Apr 062010

I’m excited to see the new documentary on The Doors, When You’re Strange, which is playing for free in Philadelphia this Friday night, April 9. My excitement is for a range of reasons, from the fact that it’s directed by Tom DiCillo, who’s first three movies (Living in Oblivion, Box of Moonlight, Johnny Suede) were indie joys for me in the ’90s, to the fact that I like my share of Doors music as well as get a great deal of laughs out of the band’s pretensions and their even more incredibly pretentious diehard fans. I’m sure this film’s narrator, Johnny Depp, for instance, is going to match Ray Manzarek for jive-ass references to “shamen” and other mystical “native” nonsense that no white man who’s not a professor of anthropology should be caught dead talking about.

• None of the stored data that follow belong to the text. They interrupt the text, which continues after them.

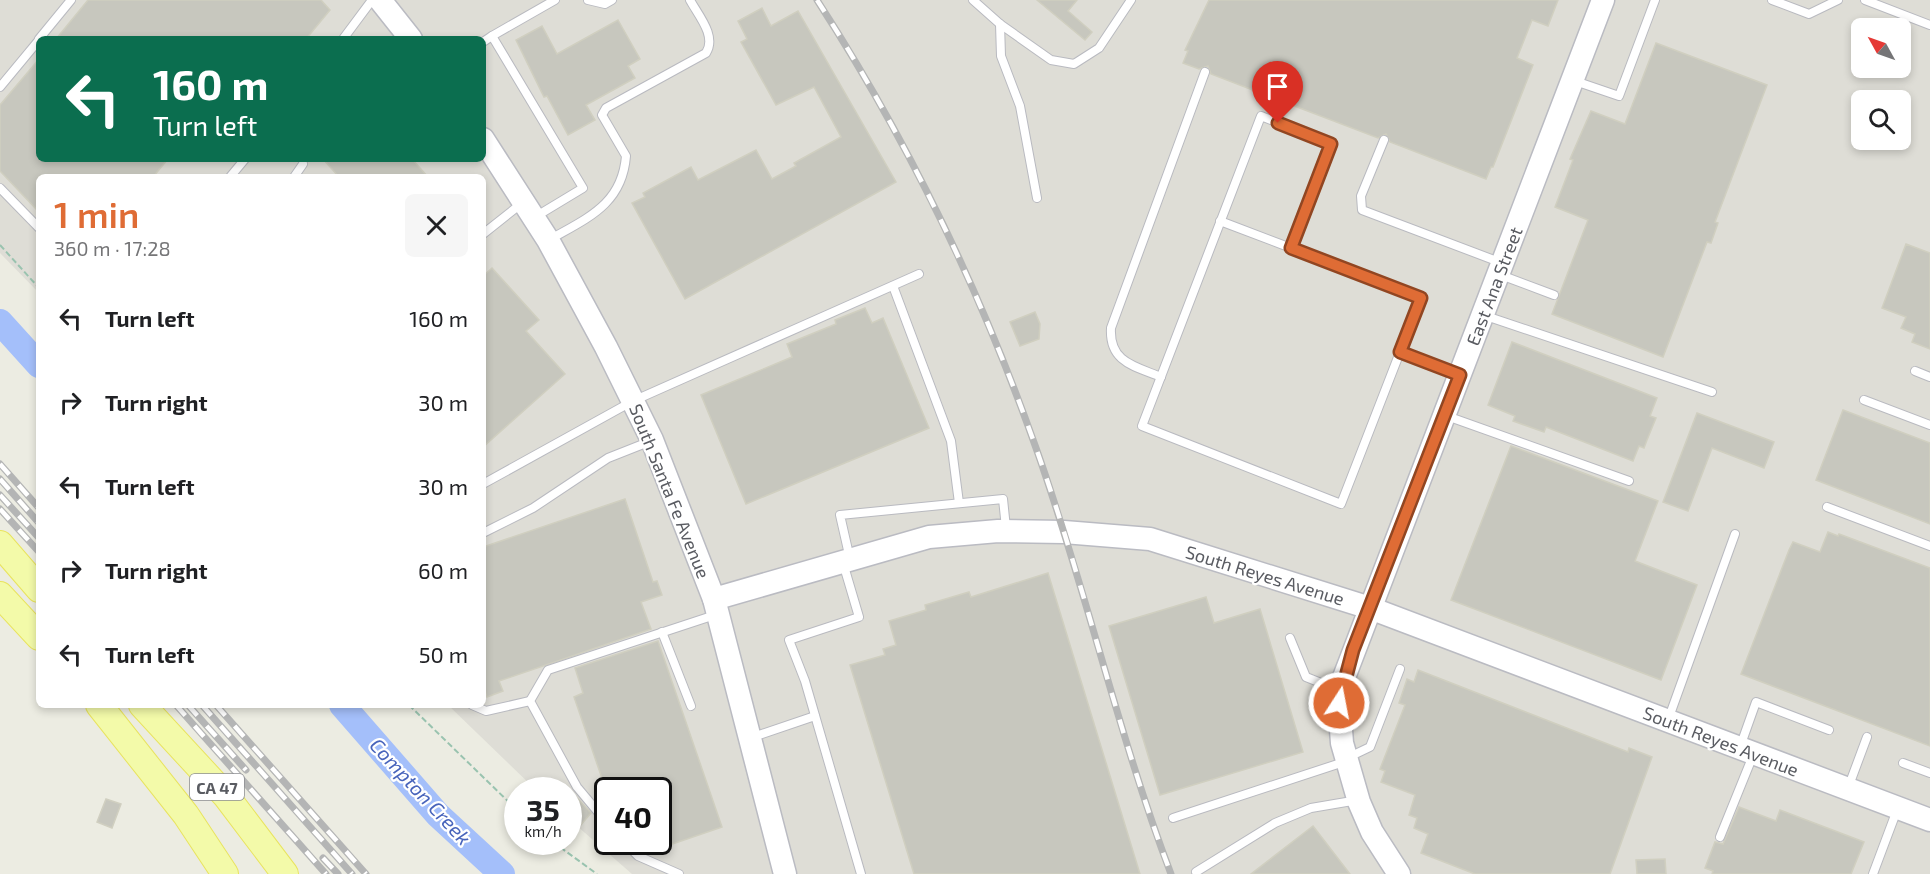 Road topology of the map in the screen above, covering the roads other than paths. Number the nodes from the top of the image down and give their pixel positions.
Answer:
1 (71, 0) edge
2 (372, 0) edge
3 (380, 0) edge
4 (555, 0) edge
5 (588, 0) edge
6 (612, 0) edge
7 (690, 0) edge
8 (974, 0) edge
9 (1131, 0) edge
10 (1603, 0) edge
11 (1655, 0) edge
12 (1772, 0) edge
13 (1838, 0) edge
14 (1865, 0) edge
15 (1000, 24) junction
16 (1930, 25) edge
17 (41, 36) edge
18 (345, 36) edge
19 (409, 36) edge
20 (492, 36) junction
21 (486, 40) edge
22 (36, 43) edge
23 (1205, 72) dead end
24 (1572, 80) junction
25 (0, 87) edge
26 (1383, 140) dead end
27 (486, 143) edge
28 (242, 162) edge
29 (303, 164) dead end
30 (232, 174) edge
31 (296, 174) edge
32 (0, 188) edge
33 (1037, 198) dead end
34 (530, 209) junction
35 (1220, 221) junction
36 (36, 225) edge
37 (486, 232) edge
38 (548, 240) junction
39 (1291, 248) junction
40 (1500, 268) junction
41 (919, 274) dead end
42 (893, 286) junction
43 (1554, 295) dead end
44 (1482, 314) junction
45 (1400, 352) junction
46 (1915, 371) dead end
47 (1460, 375) junction
48 (1161, 377) junction
49 (1930, 377) edge
50 (1712, 392) dead end
51 (1864, 400) dead end
52 (633, 401) junction
53 (1444, 415) junction
54 (1930, 425) edge
55 (652, 440) junction
56 (1629, 481) dead end
57 (486, 482) edge
58 (959, 503) junction
59 (1827, 507) dead end
60 (1006, 531) junction
61 (486, 532) edge
62 (1736, 534) dead end
63 (0, 544) edge
64 (1930, 546) edge
65 (847, 561) junction
66 (36, 586) edge
67 (0, 595) edge
68 (716, 607) junction
69 (1370, 608) junction
70 (662, 632) junction
71 (36, 634) edge
72 (1290, 638) dead end
73 (1400, 669) dead end
74 (1341, 691) junction
75 (531, 701) junction
76 (691, 706) dead end
77 (101, 708) edge
78 (145, 708) edge
79 (479, 708) edge
80 (815, 716) junction
81 (1668, 720) junction
82 (1829, 730) dead end
83 (1867, 737) dead end
84 (750, 738) junction
85 (1747, 750) junction
86 (1347, 760) junction
87 (1903, 764) dead end
88 (1930, 773) edge
89 (1848, 789) junction
90 (1358, 800) junction
91 (594, 807) edge
92 (1898, 808) junction
93 (1173, 818) dead end
94 (1930, 820) edge
95 (1720, 837) dead end
96 (637, 855) edge
97 (1196, 872) dead end
98 (225, 874) edge
99 (285, 874) edge
100 (679, 874) edge
101 (784, 874) edge
102 (861, 874) edge
103 (1399, 874) edge
104 (1873, 874) edge

1 - 17 lane
2 - 18 lane
3 - 19 street
4 - 20 lane
5 - 6 lane
7 - 38 lane
8 - 15 lane
9 - 15 lane
10 - 24 street, East Ana Street
11 - 24 lane
12 - 13 lane
14 - 16 lane
15 - 33 lane
20 - 21 lane
20 - 34 lane
22 - 25 lane
23 - 48 lane
24 - 40 street, East Ana Street
26 - 40 lane
27 - 34 street, South Santa Fe Avenue
28 - 30 lane
29 - 31 lane
32 - 36 lane
34 - 37 lane
34 - 38 street, South Santa Fe Avenue
35 - 39 lane
35 - 39 lane
35 - 48 lane
38 - 52 street, South Santa Fe Avenue
39 - 45 lane
40 - 43 lane
40 - 44 street, East Ana Street
41 - 42 lane
42 - 52 lane
42 - 58 lane
44 - 47 street, East Ana Street
44 - 50 lane
45 - 47 lane
45 - 48 lane
46 - 49 lane
47 - 53 street, East Ana Street
51 - 54 lane
52 - 55 street, South Santa Fe Avenue
52 - 57 lane
53 - 56 lane
53 - 69 street, East Ana Street
55 - 61 lane
55 - 68 street, South Santa Fe Avenue
58 - 60 lane
58 - 65 lane
59 - 64 lane
60 - 65 street, South Reyes Avenue
60 - 69 street, South Reyes Avenue
62 - 81 lane
63 - 66 main road
65 - 68 street, South Reyes Avenue
65 - 80 lane
67 - 71 main road
68 - 70 lane
68 - 84 street, South Santa Fe Avenue
69 - 74 street, East Ana Street
69 - 81 street, South Reyes Avenue
70 - 75 lane
70 - 76 lane
72 - 74 lane
73 - 86 lane
74 - 86 street, East Ana Street
75 - 79 lane
75 - 91 lane
77 - 98 main road, CA 47
78 - 99 main road, CA 47
80 - 84 lane
80 - 102 lane
81 - 85 street, South Reyes Avenue
82 - 85 lane
83 - 89 lane
84 - 101 street, South Santa Fe Avenue
85 - 89 street, South Reyes Avenue
85 - 95 lane
86 - 90 street, East Ana Street
86 - 93 lane
87 - 88 lane
89 - 92 street, South Reyes Avenue
90 - 97 lane
90 - 103 street, East Ana Street
92 - 94 street, South Reyes Avenue
92 - 104 lane
96 - 100 lane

I’m suspect this film will only perpetrate the mythology around The Doors and Jim Morrison, but I wish more people could see The Door for what they really were, not for what most of their fans wish they could be. For instance:

  • The Doors were a solid psych-pop group with tight production, not groundbreaking avant-garde visionaries!
  • The Doors were a tough, little blues-rock combo, not the house band for the Weimar Republic.
  • Jim Morrison’s lyrics were usually pretty funny and only worked in the context of his committed approach to desiring transcendence within the confines of his solid, little psych-pop/blues-rock combo. He was no American Poet!
  • Jim Morrison’s not alive; he’s dead.

I’m not trying to degrade the work of The Doors. There’s so much to like over the course of their brief career that reasonable rock ‘n roll fans can’t be bothered to hear for what it is for the risk of letting any of the wacko cult-worshipping leak into their lives. I’m trying to uncover the true and meaningful legacy of The Doors. For those Doors fans who use the band as a means for compensating for their empty spiritual lives, get a practicing shaman to guide you!

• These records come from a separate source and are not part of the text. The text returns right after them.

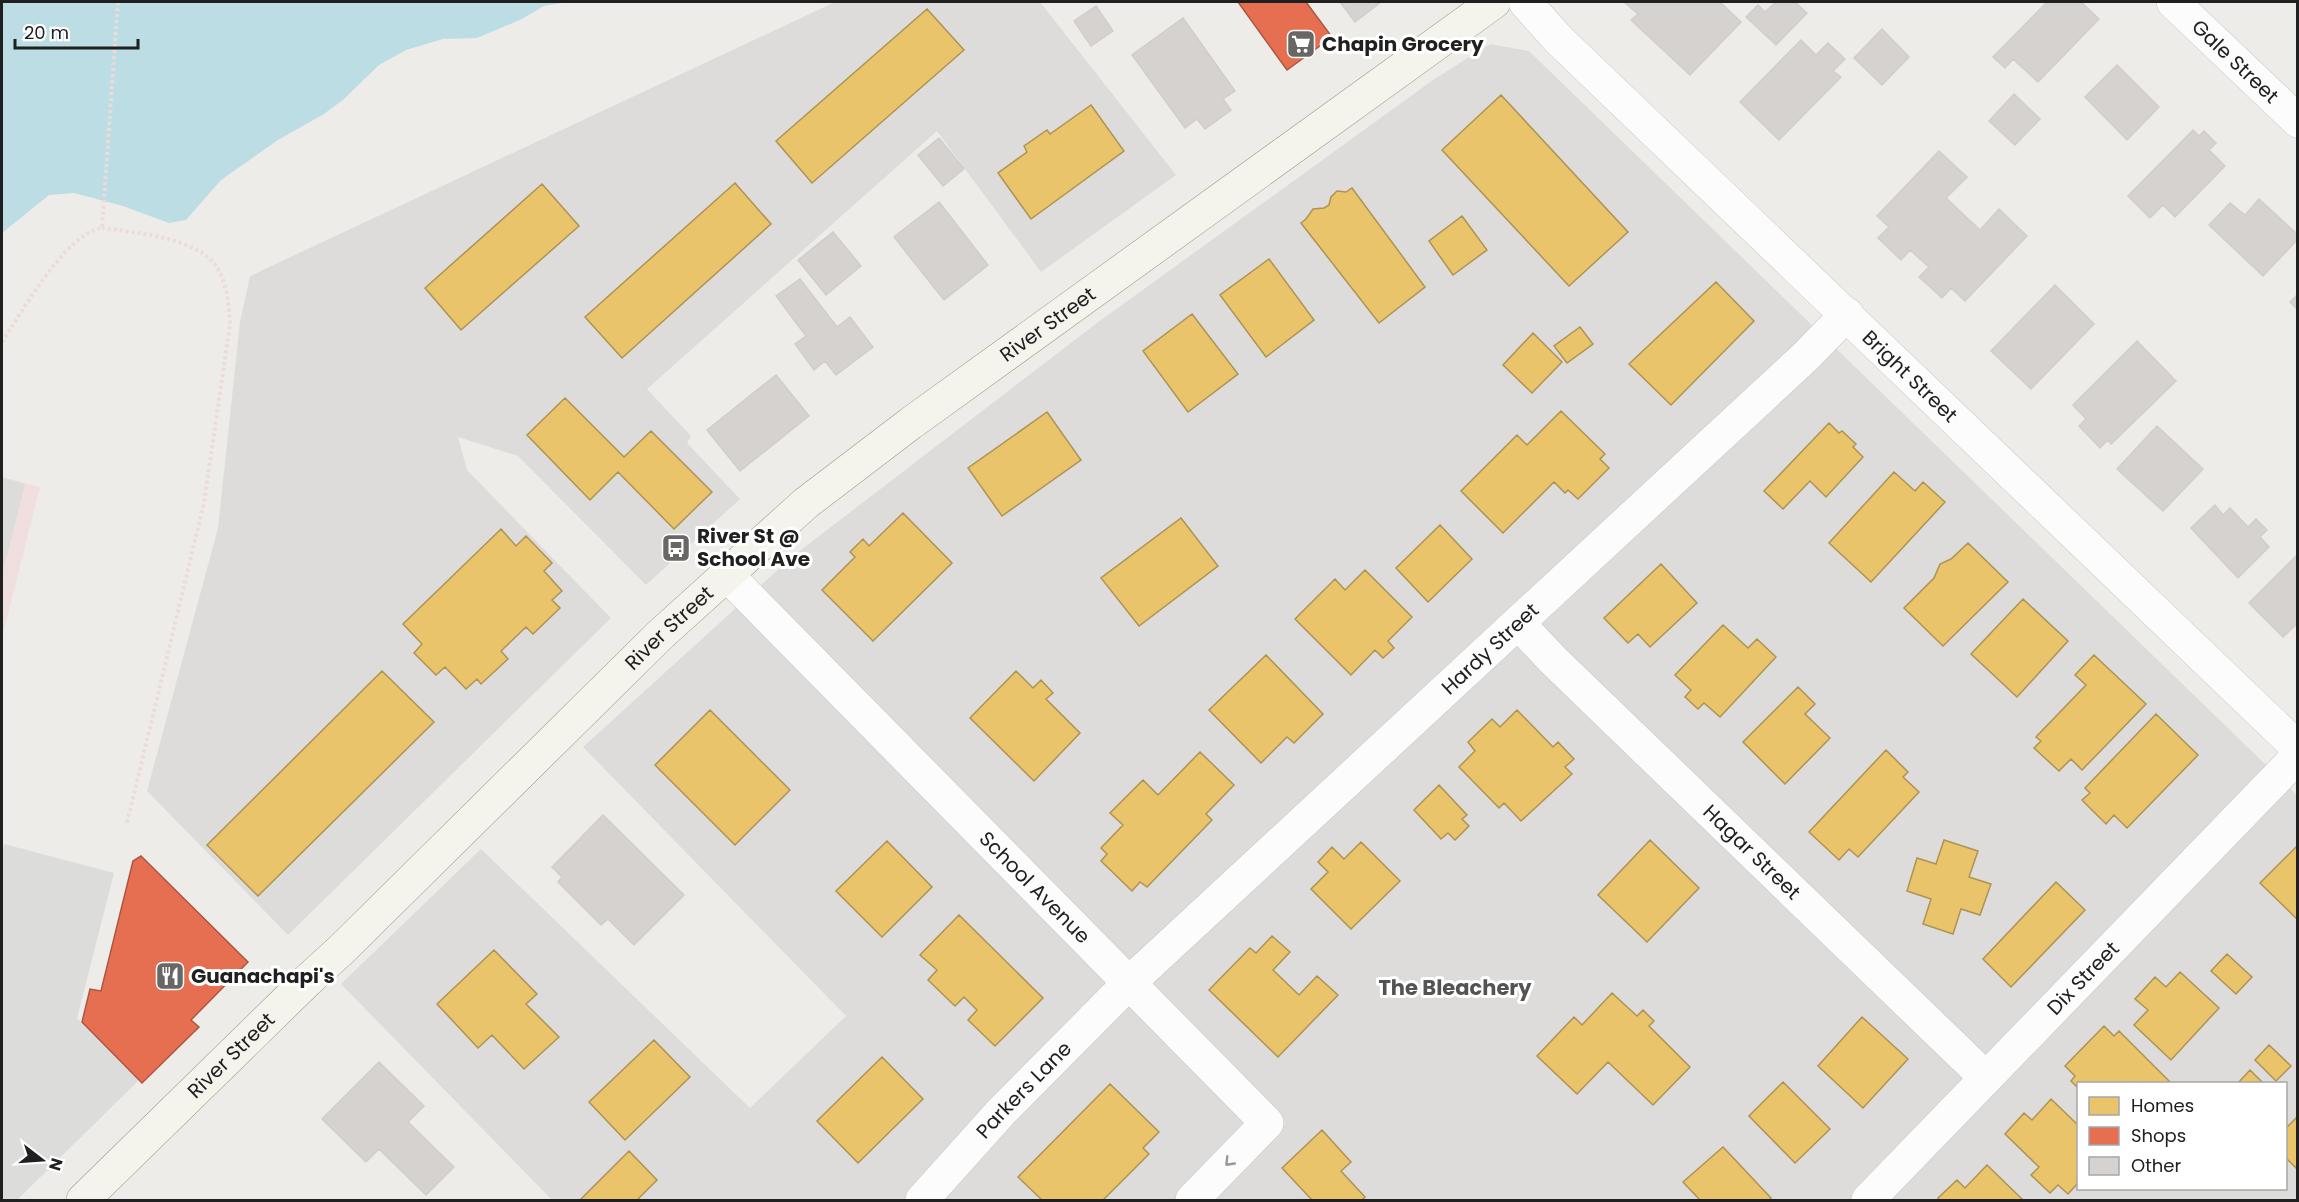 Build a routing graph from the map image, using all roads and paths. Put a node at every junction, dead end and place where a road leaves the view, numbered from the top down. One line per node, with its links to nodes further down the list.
1 (118, 2): 6 (path)
2 (1494, 2): 9 (main road, River Street)
3 (1524, 2): 7 (street, Bright Street)
4 (2173, 2): 5 (street, Gale Street)
5 (2298, 122)
6 (102, 228): 8 (path); 13 (path)
7 (1847, 314): 10 (street, Hardy Street); 11 (street, Bright Street)
8 (2, 342)
9 (726, 574): 14 (street, School Avenue); 16 (main road, River Street)
10 (1519, 624): 14 (street, Hardy Street); 15 (street, Hagar Street)
11 (2298, 748)
12 (2298, 756): 15 (street, Dix Street)
13 (128, 823)
14 (1131, 982): 17 (street, Parkers Lane); 18 (street, School Avenue, one-way to 18)
15 (1986, 1078): 19 (street, Dix Street)
16 (83, 1200)
17 (922, 1200)
18 (1192, 1200)
19 (1868, 1200)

Is there an artist you wish people could see for what they are, not for what most of their fans wish they could be?


  40 Responses to “Artists You Wish People Could See for What They Are, Not for What Most of Their Fans Wish They Could Be”

  1. BigSteve


  2. misterioso

    Mod, your guidelines for a reasonable approach to The Doors are spot-on. I like the Doors in spite of and sometimes because of their pretensions, but the band’s own pretensions have nothing on those born of the fragile eggshell minds of their more wacked out fans. But I cannot bear any Doors doc that is not straight performance, because the hyper-mythologizing/over-intellectualizing becomes oppressive.

  3. Mr. Moderator

    The Boss is a PERFECT suggestion for this mission.

  4. mockcarr

    You’re never gonna crack “The Boss” conundrum, it’s as thick as the JFK assassination conspiracy, disinformation abounds. After all, it comes from NJ.

  5. mockcarr

    The mythology of Dylan is pretty heavy too, but there’s already been enough discussion of THAT, and I give him a lot of credit for being an unwilling participant most of the time, if he’s not in a bad mood.

  6. neutral milk hotel

  7. pudman13

    The obvious answer is the Grateful Dead, though I must say I’ve always found Doors fans far more offensive than Deadheads. Zappa would be another one, except that for the most part I think he and his fans deserve each other.

    By the way, I hope you meant that Morrison’s lyrics were *unintentionally* funny. That man is the poster boy for why rock musicians shouldn’t prented to be anything other than rock musicians. He makes Patti Smith’s poetry sound good.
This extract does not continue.